The Manifesto: Evidence and Educational Opportunity

By Chief Joel F. Shults, Ed.D

The mysteries of homicidal attackers in public and sacred spaces have garnered attention and study. From the local school’s threat assessment team to the FBI and Secret Service, researchers and psychologists have attempted to draft a profile of those who threaten our safety and sense of peace and predictability.

Such a profile is still elusive. Although the news seems to announce a new shooting event daily, the occurrences are rare enough that studying the attackers and slicing and dicing their traits for commonality has yet to yield an answer in the quest for predicting who will be the next mass killer.

The science of behavioral profiling boils down to the science of statistics. When we see a pattern or patterns repeated, we can begin to chart probabilities.
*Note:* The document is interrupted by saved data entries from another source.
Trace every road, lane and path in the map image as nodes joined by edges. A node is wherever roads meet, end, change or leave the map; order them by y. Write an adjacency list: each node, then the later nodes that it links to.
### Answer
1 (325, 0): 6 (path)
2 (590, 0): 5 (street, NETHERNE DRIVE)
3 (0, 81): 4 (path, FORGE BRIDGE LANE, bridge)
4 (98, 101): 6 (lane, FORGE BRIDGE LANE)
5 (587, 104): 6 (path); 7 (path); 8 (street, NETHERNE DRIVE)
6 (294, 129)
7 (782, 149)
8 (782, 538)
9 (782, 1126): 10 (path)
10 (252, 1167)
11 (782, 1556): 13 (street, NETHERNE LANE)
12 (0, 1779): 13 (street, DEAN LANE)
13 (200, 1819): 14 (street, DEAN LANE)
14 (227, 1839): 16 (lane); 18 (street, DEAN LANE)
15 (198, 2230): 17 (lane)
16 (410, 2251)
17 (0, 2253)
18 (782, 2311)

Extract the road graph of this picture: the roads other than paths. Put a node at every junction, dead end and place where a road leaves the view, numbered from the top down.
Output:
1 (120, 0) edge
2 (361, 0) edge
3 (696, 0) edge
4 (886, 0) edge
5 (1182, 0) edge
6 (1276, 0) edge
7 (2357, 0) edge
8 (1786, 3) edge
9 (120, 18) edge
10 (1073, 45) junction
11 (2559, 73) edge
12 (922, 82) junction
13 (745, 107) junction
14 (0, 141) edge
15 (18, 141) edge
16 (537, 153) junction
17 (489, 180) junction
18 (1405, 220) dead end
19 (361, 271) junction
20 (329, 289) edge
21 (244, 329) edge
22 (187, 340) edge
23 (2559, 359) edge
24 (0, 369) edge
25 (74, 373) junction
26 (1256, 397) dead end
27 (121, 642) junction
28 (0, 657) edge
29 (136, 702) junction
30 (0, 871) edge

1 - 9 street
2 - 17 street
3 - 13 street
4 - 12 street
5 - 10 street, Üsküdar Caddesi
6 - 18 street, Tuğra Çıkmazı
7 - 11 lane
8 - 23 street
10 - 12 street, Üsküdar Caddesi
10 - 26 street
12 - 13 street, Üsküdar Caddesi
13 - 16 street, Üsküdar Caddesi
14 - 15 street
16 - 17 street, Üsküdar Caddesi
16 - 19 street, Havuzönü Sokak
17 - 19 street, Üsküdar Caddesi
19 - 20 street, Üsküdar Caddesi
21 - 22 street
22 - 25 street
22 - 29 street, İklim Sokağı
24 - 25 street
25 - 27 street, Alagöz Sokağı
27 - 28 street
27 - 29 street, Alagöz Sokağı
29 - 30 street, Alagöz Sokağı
But as anyone who has baked a cake knows, there are so many variables that getting the exact same product every time is never completely in the baker’s control. We also know that concurrence is not causation. If we find in retrospect that most mass killers had oatmeal for breakfast, baking oatmeal illegal is not likely to reduce murders.

So what can be done to identify potential killers and increase the probability of intervening before they act? While there is emphatically no profile of attackers or their targets, there are some commonalities that safety experts can learn from. Two of these are that there is a planning phase for many potential active shooters and a motivation that evokes a desire to carry out their destructive plans. Those two elements can often be found in a plotter’s manifesto.

The classic definition of a manifesto, according to Webster, is “a written statement declaring publicly the intentions, motives, or views of its issuer.” That sounds innocuous enough, but the connotation in common use is a declaration of something sinister. Recent revelations of vile manifestos are that of Connor Sturgeon, the man who fatally shot five coworkers at a Louisville, Kentucky bank in April, and critically injured a police officer who was shot in the head. Another was that of the diary of Manuel “Tortuguita” Teran, an activist who died after exchanging fire with police near the site of the planned public safety training center near Atlanta, Georgia.

Robert Card the 40-year-old gunman in the mass shootings that killed 18 people and injured 13 others in Lewiston, Maine left no known lengthy document but did prepare a note giving some final instructions to a loved one. Card was later found dead from a self-inflicted gunshot wound.

Retired police lieutenant Dan Marcou, a nationally recognized police tactics trainer, cites as one of many reasons to study the diaries, journals, and manifestos of plotters and killers is to serve as a training aid. Another is for use in evidence of a surviving plotter or killer, to prove intent and forethought. Therefore, the release and analysis of these documents is critical to the prevention of future tragedies.

Manifestos can often be found on social media platforms. Authorities in Virginia were alerted this past September to disturbing Instagram posts by Rui Jiang showing potentially violent intentions toward a church in Haymarket, VA. Officers attempted to contact Jiang at his residence on a Sunday morning. When they were unable to find him, police began patrolling the Park Valley Church as services were about to begin. They found Jiang had entered the church through a side door, armed with a loaded gun and extra ammunition. “This was a thwarted diabolical plot to kill churchgoers in Haymarket, Virginia — and local law enforcement stopped it,” Chief Kevin Davis of the Fairfax County Police Department told reporters.

Finding manifestos of plotters and studying those left behind by active shooters is an important piece of the puzzle in understanding prevention and response to mass killers.